Por otro lado el trepidar de los caballos y el sonido metálico
de las armaduras generaba un estruendo pavoroso que es fácil
de suponer que amedrentaría al ejército contrario.

Una matización
es que en España, a pesar de la eficacia guerrera de esta
caballería pesada, los ejércitos cristianos
sufrieron importantes derrotas ante la caballería ligera
musulmana, que sin la misma fuerza de choque, tenía, por
el contrario, gran movilidad y capacidad para moverse por el escenario
de la batalla según tácticas preconcebidas.
Sobre la misma
época, hicieron su aparición por toda Europa los castillos
como complejos guerreros.
Lógicamente
el origen de las fortificaciones y castillos es muy anterior a este
siglo XI, pero en muchos casos se trataba de construcciones muy
sencillas, constituidas por una empalizada de madera y una serie
de edificaciones erigidas sobre un montículo.
En otros casos
se construían torres de piedra que tenían como finalidad
servir de atalayas y de protección efímera en caso
de encuentro con el enemigo.

Pero poco a
poco y sobre todo a partir de estas fechas del pleno Medievo empiezan
a construirse grandes fortificaciones en piedra, según estilos
que variaban con el lugar y que, dentro de su austero carácter
castrense, reunía una serie de dependencias para los ejércitos,
las reservas de alimentos y de agua (aljives), patios de armas,
iglesia o capilla para las celebraciones religiosas, túneles
subterráneos que frecuentemente comunicaban la fortaleza
con salidas exteriores a ríos u otros lugares. También
estos nuevos castillos apartaban la novedad de presentar varios
niveles sucesivos de defensa, como antemuros o barbacanas y fosos.
La
nueva caballería
Durante los
primeros siglos altomedievales, los caballeros fueron frecuentemente
meros hombres de rapiña y que causaban violencias locales
que eran censurados por la Iglesia y los poderes seculares. Precisamente,
a partir del siglo XI el ardor guerrero de estos personajes, que
solían provenir de la nobleza y que no contemplaban otro
modo de vida que la violencia y la caza intento ser reconducido
hacia otros objetivos mejor vistos por la moral de la época.
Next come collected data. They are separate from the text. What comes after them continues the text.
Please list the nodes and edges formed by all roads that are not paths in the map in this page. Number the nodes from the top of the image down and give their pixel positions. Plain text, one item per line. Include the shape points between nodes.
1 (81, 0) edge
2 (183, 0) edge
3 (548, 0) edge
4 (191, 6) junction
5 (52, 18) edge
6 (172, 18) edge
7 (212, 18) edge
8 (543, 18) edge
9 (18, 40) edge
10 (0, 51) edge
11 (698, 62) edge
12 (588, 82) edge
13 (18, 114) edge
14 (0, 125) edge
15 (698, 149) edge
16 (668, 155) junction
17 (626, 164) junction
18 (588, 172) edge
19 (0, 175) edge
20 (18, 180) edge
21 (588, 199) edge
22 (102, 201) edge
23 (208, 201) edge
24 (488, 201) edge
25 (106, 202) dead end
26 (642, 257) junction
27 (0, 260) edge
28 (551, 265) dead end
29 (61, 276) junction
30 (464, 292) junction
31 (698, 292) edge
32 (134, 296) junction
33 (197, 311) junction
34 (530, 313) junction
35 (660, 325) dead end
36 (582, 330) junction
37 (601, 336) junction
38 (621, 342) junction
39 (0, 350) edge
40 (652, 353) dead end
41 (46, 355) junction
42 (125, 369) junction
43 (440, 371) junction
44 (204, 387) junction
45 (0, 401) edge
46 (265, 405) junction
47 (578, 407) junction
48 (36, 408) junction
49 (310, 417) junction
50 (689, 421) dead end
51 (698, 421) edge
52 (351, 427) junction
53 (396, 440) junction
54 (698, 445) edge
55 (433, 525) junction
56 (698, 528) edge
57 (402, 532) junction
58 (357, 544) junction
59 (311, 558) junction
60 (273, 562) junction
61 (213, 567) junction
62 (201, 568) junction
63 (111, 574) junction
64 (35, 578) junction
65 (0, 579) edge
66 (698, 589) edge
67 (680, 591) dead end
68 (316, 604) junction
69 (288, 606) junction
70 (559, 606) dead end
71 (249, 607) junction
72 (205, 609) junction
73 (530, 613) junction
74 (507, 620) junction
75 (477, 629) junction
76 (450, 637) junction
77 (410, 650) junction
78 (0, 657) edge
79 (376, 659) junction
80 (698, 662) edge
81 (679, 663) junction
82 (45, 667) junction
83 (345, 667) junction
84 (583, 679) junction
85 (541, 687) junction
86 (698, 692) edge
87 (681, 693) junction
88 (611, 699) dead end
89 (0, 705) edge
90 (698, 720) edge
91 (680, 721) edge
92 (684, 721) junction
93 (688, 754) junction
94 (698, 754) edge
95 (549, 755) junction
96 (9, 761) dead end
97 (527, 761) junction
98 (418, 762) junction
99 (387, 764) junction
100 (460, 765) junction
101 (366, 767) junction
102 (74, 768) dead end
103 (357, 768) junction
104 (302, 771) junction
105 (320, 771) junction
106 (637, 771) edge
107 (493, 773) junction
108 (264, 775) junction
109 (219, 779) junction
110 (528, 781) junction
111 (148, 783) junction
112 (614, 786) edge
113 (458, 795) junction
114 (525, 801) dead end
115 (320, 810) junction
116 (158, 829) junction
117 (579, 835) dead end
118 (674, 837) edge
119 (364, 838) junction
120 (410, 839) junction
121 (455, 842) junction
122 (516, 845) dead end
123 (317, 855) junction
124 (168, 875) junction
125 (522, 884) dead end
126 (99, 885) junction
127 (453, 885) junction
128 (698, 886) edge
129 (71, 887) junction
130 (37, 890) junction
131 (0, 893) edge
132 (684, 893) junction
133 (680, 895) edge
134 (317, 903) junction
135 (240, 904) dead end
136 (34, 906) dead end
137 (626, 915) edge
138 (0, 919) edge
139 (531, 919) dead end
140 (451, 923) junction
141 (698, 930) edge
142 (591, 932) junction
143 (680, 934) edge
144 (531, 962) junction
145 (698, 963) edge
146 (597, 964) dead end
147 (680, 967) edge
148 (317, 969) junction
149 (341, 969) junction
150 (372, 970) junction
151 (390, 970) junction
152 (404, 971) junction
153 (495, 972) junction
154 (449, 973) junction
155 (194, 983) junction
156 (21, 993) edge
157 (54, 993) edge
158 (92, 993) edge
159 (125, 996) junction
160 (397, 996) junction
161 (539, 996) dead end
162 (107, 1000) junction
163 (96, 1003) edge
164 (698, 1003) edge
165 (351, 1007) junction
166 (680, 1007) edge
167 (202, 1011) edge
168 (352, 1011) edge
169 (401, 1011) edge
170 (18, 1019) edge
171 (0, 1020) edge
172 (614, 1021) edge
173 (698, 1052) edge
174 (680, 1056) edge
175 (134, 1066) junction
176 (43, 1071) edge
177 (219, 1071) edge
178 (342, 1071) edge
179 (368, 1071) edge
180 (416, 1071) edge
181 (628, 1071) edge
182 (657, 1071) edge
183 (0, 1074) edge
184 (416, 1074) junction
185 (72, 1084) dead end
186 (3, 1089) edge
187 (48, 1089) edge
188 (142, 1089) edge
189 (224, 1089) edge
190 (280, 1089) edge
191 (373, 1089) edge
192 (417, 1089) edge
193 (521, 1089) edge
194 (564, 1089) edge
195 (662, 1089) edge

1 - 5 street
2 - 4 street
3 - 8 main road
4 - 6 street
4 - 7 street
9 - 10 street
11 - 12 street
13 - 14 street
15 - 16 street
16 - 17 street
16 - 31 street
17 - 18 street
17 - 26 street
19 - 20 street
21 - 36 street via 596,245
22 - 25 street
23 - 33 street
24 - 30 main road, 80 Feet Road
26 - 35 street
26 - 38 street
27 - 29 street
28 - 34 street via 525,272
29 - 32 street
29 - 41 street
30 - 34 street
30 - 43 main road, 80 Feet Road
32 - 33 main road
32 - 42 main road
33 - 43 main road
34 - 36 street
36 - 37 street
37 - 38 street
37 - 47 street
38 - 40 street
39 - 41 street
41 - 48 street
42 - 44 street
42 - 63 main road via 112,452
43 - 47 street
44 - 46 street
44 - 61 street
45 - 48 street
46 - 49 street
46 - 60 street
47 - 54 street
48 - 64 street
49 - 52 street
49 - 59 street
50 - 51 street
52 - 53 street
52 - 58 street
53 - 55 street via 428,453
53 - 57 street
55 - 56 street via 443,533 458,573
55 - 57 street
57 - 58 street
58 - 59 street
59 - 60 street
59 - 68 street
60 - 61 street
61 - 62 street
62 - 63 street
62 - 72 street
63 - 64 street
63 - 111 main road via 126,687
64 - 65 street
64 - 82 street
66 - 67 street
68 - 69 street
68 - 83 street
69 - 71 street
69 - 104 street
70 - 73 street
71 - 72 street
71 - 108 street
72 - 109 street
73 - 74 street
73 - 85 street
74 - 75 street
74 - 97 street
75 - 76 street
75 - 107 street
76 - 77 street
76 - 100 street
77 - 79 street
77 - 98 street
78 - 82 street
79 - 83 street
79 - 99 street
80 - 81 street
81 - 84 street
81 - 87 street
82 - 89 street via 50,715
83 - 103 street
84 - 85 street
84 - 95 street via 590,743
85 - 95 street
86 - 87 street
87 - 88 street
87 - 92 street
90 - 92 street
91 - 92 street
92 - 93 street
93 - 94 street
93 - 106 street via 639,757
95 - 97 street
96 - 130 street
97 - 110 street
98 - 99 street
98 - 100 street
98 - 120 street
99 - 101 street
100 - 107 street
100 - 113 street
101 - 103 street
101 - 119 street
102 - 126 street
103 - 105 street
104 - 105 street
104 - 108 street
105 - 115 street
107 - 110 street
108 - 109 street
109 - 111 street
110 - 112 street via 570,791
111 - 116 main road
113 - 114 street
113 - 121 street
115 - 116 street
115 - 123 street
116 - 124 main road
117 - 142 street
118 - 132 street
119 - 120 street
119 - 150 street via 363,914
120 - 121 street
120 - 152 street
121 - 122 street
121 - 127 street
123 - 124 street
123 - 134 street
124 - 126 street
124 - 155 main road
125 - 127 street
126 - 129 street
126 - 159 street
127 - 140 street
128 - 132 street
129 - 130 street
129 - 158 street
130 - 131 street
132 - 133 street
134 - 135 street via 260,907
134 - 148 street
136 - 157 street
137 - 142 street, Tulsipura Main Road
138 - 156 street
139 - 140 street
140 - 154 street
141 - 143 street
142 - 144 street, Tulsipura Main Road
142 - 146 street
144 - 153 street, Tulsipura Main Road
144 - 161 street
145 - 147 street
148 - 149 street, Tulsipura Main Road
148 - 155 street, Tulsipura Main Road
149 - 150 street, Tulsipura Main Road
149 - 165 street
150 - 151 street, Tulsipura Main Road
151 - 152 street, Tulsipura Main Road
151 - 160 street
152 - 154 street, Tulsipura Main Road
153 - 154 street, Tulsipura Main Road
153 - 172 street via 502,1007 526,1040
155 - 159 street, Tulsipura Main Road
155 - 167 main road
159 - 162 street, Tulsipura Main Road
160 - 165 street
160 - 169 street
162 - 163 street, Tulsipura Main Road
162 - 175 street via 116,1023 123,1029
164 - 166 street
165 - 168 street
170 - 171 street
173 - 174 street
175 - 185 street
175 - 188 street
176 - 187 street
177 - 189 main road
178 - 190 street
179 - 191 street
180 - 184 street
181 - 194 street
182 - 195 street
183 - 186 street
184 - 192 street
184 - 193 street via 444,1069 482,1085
En muchos casos se les encomendó la vigilancia de rutas de
peregrinación para garantizar la seguridad de los peregrinos
y acabar con la lacra de asaltadores y bandidos que frecuentaban
estos caminos. Con el sentimiento de cruzada, el espíritu
guerrero caballeresco también se enfocó a la conquista
o recuperación de santos lugares o territorios perdidos por
la Cristiandad o simplemente a guerrear contra los infieles.
Los caballeros
vivían casi siempre en estrecho contacto unos con otros,
por ejemplo en las campañas bélicas, en las guardias
de los castillos o en los torneos, donde las acciones bélicas
simuladas eran con frecuencia tan violentas como en la guerra real.
A partir de
esta época, entre estos caballeros se desarrolló un
sentimiento de solidaridad y camaradería por compartir un
modelo de vida y conjunto de valores, una sensación de ser
"caballeros y hermanos", incluso cuando luchaban entre
sí a muerte.
Cada uno de
ellos debía disponer de una determinada panoplia y comportarse
con arreglo a unas normas aceptadas. Hacia el año 1100 se
habla ya de la "Orden de caballería", debatiéndose
en sermones, canciones y poemas cuál había de ser
el correcto comportamiento de los caballeros.
Numerosos y
distintos eran los ideales de esta nueva caballería,
pero en general se aceptaba que sus miembros constituían
un orden de la sociedad, y de ellos se esperaba una conducta
noble del más alto nivel.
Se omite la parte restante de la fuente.